_Data section:_

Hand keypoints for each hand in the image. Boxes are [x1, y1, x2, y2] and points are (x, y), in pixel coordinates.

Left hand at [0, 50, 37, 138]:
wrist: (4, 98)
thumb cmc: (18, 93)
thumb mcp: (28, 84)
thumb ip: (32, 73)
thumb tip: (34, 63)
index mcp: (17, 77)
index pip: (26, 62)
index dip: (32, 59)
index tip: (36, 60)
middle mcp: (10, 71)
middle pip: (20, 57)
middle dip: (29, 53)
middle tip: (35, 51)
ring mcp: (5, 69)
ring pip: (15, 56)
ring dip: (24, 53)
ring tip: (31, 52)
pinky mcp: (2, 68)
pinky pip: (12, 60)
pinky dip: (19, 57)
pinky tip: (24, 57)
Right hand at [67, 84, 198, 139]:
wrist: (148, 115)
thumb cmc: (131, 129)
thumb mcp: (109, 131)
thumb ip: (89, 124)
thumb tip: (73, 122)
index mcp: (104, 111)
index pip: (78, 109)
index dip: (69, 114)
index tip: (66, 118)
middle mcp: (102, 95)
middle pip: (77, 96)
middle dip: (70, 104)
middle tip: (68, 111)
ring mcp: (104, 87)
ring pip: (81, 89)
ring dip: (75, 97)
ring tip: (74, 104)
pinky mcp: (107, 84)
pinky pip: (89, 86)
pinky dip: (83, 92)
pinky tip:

_Problem to work on:_
Starting from the records above, filter out all lines except those containing the word "pinky".

_Written response:_
pinky mcp: (2, 68)
pinky pip: (12, 60)
pinky dip: (19, 57)
pinky tip: (24, 57)
pinky mcp: (107, 84)
pinky pip: (89, 86)
pinky dip: (83, 92)
pinky tip:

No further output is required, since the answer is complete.